With thoughts so brave for a boy his age he trudged on through the ripply waters. Never had the back lawn seemed so broad, so vast, so utterly huge (nor half so fun) as it did when flooded. As he crossed the Great Inland Sea, our dripping and head-drenched mariner—well, he had forgotten his hat—set his course for the fruit orchard which was wont to find itself across the lawn at the end of the gravel path.

As he reached the first apple trees the ground rose slightly and Jonathan ascended from the sea to the “dry land.” He then shook the water from his legs before replanting them in the orchard mud and straightened his raincoat with an air of satisfied accomplishment. With the wide eyes of a boy Jonathan surveyed his surroundings as though he had just discovered a new world.

Indeed, Master Jonathan Grubbley did face a new world, for the old familiar orchard had somehow acquired a new aspect on this pluvious day. All the usual trees were there: the dozen or so apples, the pears, and two French prunes. Even the clearing where Grandfather Crutchett had tried in vain to raise an orange tree was in its customary spot. And yet, and yet…the trees looked somehow different. A touch more leafless, more gaunt, more grey, perhaps. Sinister? Not really. Jonathan rebuked himself for such silly thoughts and proceeded further into the orchard. When he came to the venerable walnut trees, however, he noticed a small hand-lettered sign which read:
Wolmsley Wood:
Enter at your own peril!

Now this was ridiculous. Jonathan had never heard of any Wolmsley Wood. This was the Grubbley fruit orchard and he had visited every furlong of it many times. He had never seen this sign before but was certain that it did not belong among his family’s walnut trees.

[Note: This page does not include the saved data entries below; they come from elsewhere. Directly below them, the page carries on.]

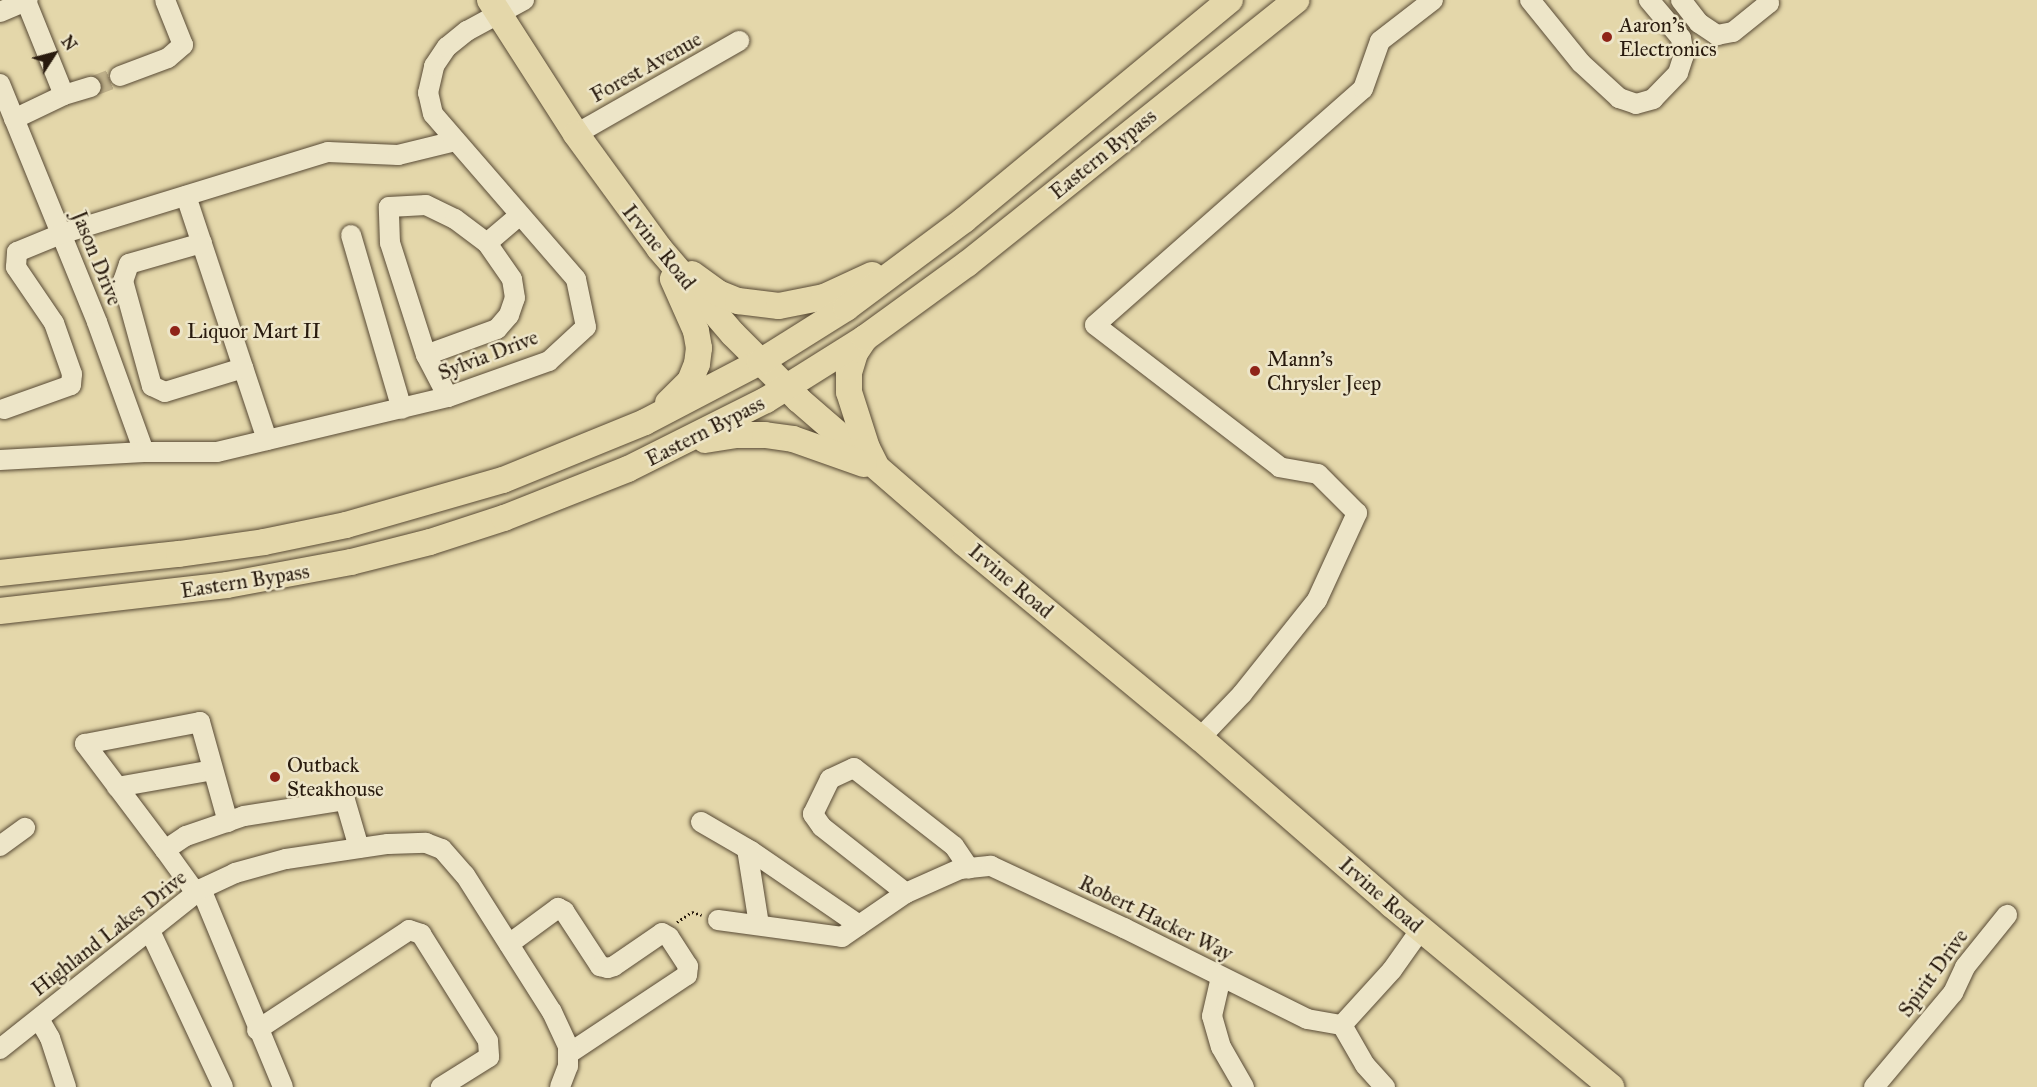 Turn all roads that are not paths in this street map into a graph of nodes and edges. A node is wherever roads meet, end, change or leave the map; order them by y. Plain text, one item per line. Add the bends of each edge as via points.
1 (27, 0) edge
2 (165, 0) edge
3 (524, 0) edge
4 (1230, 0) edge
5 (1296, 0) edge
6 (1433, 0) edge
7 (1649, 0) edge
8 (1681, 0) edge
9 (1774, 1) edge
10 (1541, 4) edge
11 (495, 7) edge
12 (0, 12) edge
13 (739, 41) dead end
14 (120, 76) tunnel mouth
15 (0, 84) edge
16 (91, 87) tunnel mouth
17 (64, 95) junction
18 (14, 119) junction
19 (576, 134) junction
20 (455, 141) junction
21 (186, 196) junction
22 (520, 215) junction
23 (61, 234) junction
24 (351, 235) dead end
25 (202, 243) junction
26 (487, 243) junction
27 (659, 248) junction
28 (924, 251) junction
29 (865, 338) junction
30 (426, 355) junction
31 (760, 362) junction
32 (243, 368) junction
33 (787, 388) junction
34 (448, 398) junction
35 (4, 409) dead end
36 (402, 409) junction
37 (645, 422) junction
38 (267, 440) junction
39 (673, 448) junction
40 (144, 452) junction
41 (0, 460) edge
42 (878, 469) junction
43 (0, 573) edge
44 (0, 611) edge
45 (1200, 738) junction
46 (213, 770) junction
47 (117, 787) junction
48 (228, 822) junction
49 (701, 822) dead end
50 (25, 828) dead end
51 (0, 846) edge
52 (358, 848) junction
53 (747, 849) junction
54 (165, 850) junction
55 (969, 868) junction
56 (198, 891) junction
57 (906, 893) junction
58 (2007, 915) dead end
59 (718, 920) road end
60 (759, 925) junction
61 (859, 925) junction
62 (1421, 929) junction
63 (150, 931) junction
64 (508, 944) junction
65 (1221, 977) junction
66 (39, 1019) junction
67 (1342, 1025) junction
68 (257, 1030) junction
69 (0, 1049) edge
70 (568, 1054) junction
71 (66, 1087) edge
72 (223, 1087) edge
73 (283, 1087) edge
74 (441, 1087) edge
75 (560, 1087) edge
76 (1244, 1087) edge
77 (1385, 1087) edge
78 (1611, 1087) edge
79 (1874, 1087) edge

1 - 12 street
1 - 17 street
2 - 14 street via 183,45 168,58
3 - 11 street, Sylvia Drive
4 - 28 main road, Eastern Bypass
5 - 29 main road, Eastern Bypass via 967,264
6 - 45 street via 1380,41 1363,89 1095,325 1280,467 1318,474 1357,513 1317,600 1242,694
7 - 10 street via 1681,38 1684,55 1678,73 1653,99 1636,104 1619,98 1581,63
8 - 9 street via 1699,22 1718,35 1733,32
11 - 19 main road, Irvine Road
11 - 20 street, Sylvia Drive via 447,47 434,66 428,93 433,114
13 - 19 street, Forest Avenue
15 - 18 street, Jason Drive
16 - 17 street
17 - 18 street
18 - 23 street, Jason Drive
19 - 27 main road, Irvine Road
20 - 21 street via 398,155 328,152
20 - 22 street, Sylvia Drive
21 - 23 street
21 - 25 street
22 - 26 street
22 - 34 street, Sylvia Drive via 576,279 586,327 549,361
23 - 35 street via 17,252 16,267 54,323 72,374 70,385
23 - 40 street, Jason Drive
24 - 36 street
25 - 32 street
25 - 32 street via 129,264 123,281 152,386 165,392
26 - 30 street via 512,279 515,297 509,315 497,329
26 - 30 street via 455,219 426,205 388,207 390,243
27 - 28 main road via 718,293 748,303 779,306 824,297
27 - 31 main road, Irvine Road
27 - 37 main road via 696,331 699,348 690,381
28 - 31 main road, Eastern Bypass via 846,308
29 - 33 main road, Eastern Bypass
29 - 42 main road via 849,373 849,393
30 - 34 street
31 - 33 main road, Irvine Road
31 - 37 main road, Eastern Bypass
32 - 38 street
33 - 39 main road, Eastern Bypass
33 - 42 main road, Irvine Road
34 - 36 street, Sylvia Drive
36 - 38 street, Sylvia Drive
37 - 43 main road, Eastern Bypass via 503,480 346,525 180,554
38 - 40 street, Sylvia Drive via 217,452
39 - 42 main road via 737,435 765,435 793,440
39 - 44 main road, Eastern Bypass via 602,481 504,518 351,562 216,587
40 - 41 street, Sylvia Drive
42 - 45 main road, Irvine Road
45 - 62 main road, Irvine Road
46 - 47 street
46 - 47 street via 200,722 85,744
46 - 48 street
47 - 54 street
48 - 52 street via 345,800
48 - 54 street via 186,836
49 - 53 street
50 - 51 street
52 - 56 street, Highland Lakes Drive via 260,864
52 - 64 street, Highland Lakes Drive via 409,842 441,849 465,876
53 - 60 street
53 - 61 street
54 - 56 street
55 - 57 street, Robert Hacker Way
55 - 57 street via 954,846 854,768 830,778 813,813 822,827
55 - 65 street, Robert Hacker Way via 991,866
56 - 63 street, Highland Lakes Drive
56 - 68 street
57 - 61 street, Robert Hacker Way
58 - 79 street, Spirit Drive via 1965,967 1953,993
59 - 60 street
60 - 61 street, Robert Hacker Way via 842,937
62 - 67 street via 1392,970
62 - 78 main road, Irvine Road
63 - 66 street, Highland Lakes Drive
63 - 72 street
64 - 70 street, Highland Lakes Drive via 562,1029
64 - 70 street via 558,908 564,911 600,966 608,968 662,933 669,937 688,966 687,975
65 - 67 street, Robert Hacker Way via 1306,1019
65 - 76 street via 1212,1016 1221,1047
66 - 69 street, Highland Lakes Drive
66 - 71 street via 50,1038
67 - 77 street via 1365,1065
68 - 73 street
68 - 74 street via 409,930 421,934 488,1041 489,1057
70 - 75 street, Highland Lakes Drive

Had he been older and more indignant, Jonathan would undoubtedly suspected the work of vandals and immediately turn the offending sign from the tree. As it was, however, he shrugged his shoulders, continued on his journey around and beyond that particular walnut tree, and merely thought to himself, “Most irregular!”

Hardly twenty paces beyond the queer sign, Jonathan had already made a rhyme of the whole matter and began singing to himself:

Wolmsley Wood, the Wolmsley Wood;
Don’t get caught in Wolmsley Wood.
No man ought and no one should
Dare to enter Wolmsley Wood.
Of course, making a rhyme of things always puts them in a better light, so Jonathan’s heart was already brighter and braver. For a minute of two anyway. Even a song cannot shake a goodly shadow and Jonathan was sure that the Wood—he was already wondering whether it was only a fruit orchard—was growing dark. He looked up, like a sensible lad, to see whether a passing rain cloud happened to be thicker and blacker than most. It wasn’t. In fact, he could see very little of the clouds. It was the trees which were growing thicker and blacker and altogether most unfamiliar. A less brave person than Jonathan might even have supposed himself lost.